Within the records that follow, count the lines containing the string "Kekana". Reply only with the count.

■ The input
# # # # #
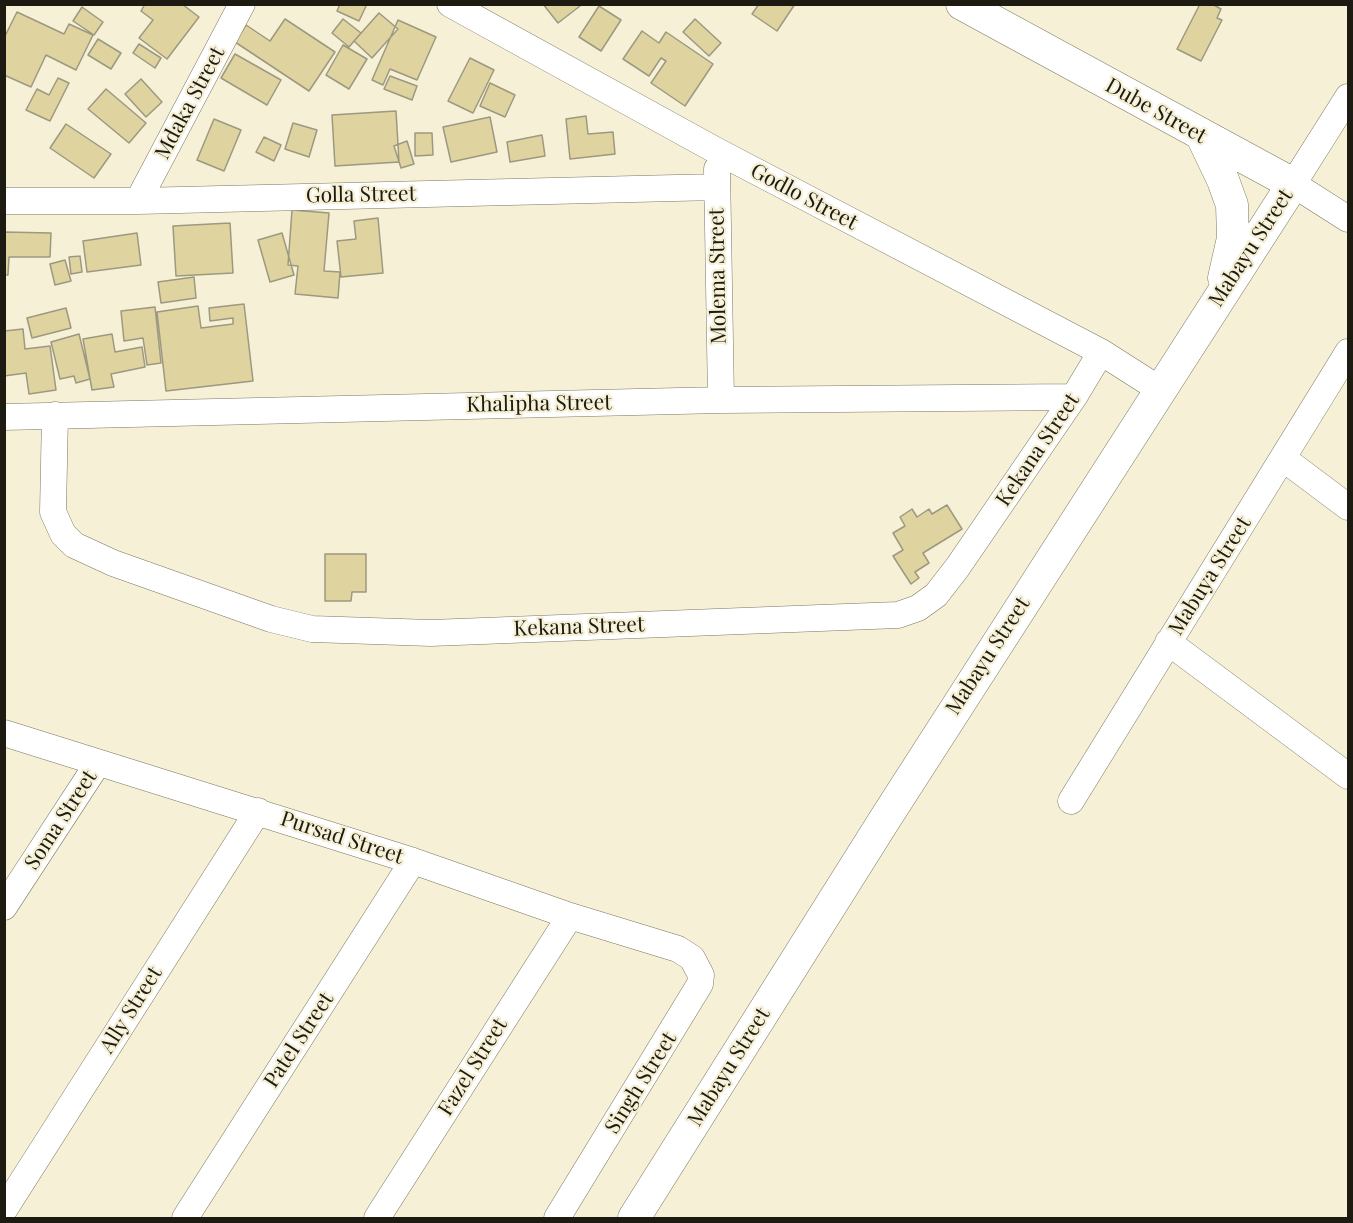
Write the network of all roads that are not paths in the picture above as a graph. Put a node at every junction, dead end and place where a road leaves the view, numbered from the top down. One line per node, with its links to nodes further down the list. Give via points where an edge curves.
1 (242, 4): 10 (street, Mdaka Street)
2 (450, 4): 6 (street, Godlo Street)
3 (962, 4): 5 (street, Dube Street)
4 (1348, 98): 7 (street, Mabayu Street)
5 (1202, 136): 7 (street, Dube Street); 12 (street, via 1232,206 1233,238)
6 (717, 151): 8 (street, Molema Street); 13 (street, Godlo Street)
7 (1293, 184): 11 (street, Dube Street); 12 (street, Mabayu Street)
8 (717, 187): 10 (street, Golla Street); 17 (street, Molema Street)
9 (4, 201): 10 (street, Golla Street)
10 (138, 201)
11 (1348, 219)
12 (1221, 293): 15 (street, Mabayu Street)
13 (1101, 352): 15 (street, Godlo Street); 16 (street, Kekana Street)
14 (1348, 352): 20 (street, Mabuya Street)
15 (1159, 389): 36 (street, Mabayu Street)
16 (1074, 397): 17 (street, Khalipha Street); 18 (street, Kekana Street, via 957,568 936,595 918,608 898,615 431,633 312,629 271,619 113,563 74,545 63,534 52,512)
17 (720, 400): 18 (street, Khalipha Street)
18 (55, 415): 19 (street, Khalipha Street)
19 (4, 417)
20 (1284, 459): 21 (street); 22 (street, Mabuya Street)
21 (1348, 507)
22 (1168, 642): 25 (street); 26 (street, Mabuya Street)
23 (4, 733): 24 (street, Pursad Street)
24 (98, 763): 27 (street, Pursad Street); 29 (street, Soma Street)
25 (1348, 776)
26 (1071, 801)
27 (258, 811): 28 (street, Pursad Street); 32 (street, Ally Street)
28 (413, 861): 30 (street, Pursad Street); 33 (street, Patel Street)
29 (4, 907)
30 (570, 916): 31 (street, Pursad Street); 34 (street, Fazel Street)
31 (678, 949): 35 (street, Singh Street, via 697,965 700,984)
32 (4, 1210)
33 (185, 1218)
34 (377, 1218)
35 (557, 1218)
36 (634, 1218)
# # # # #
■ Exercise solution
2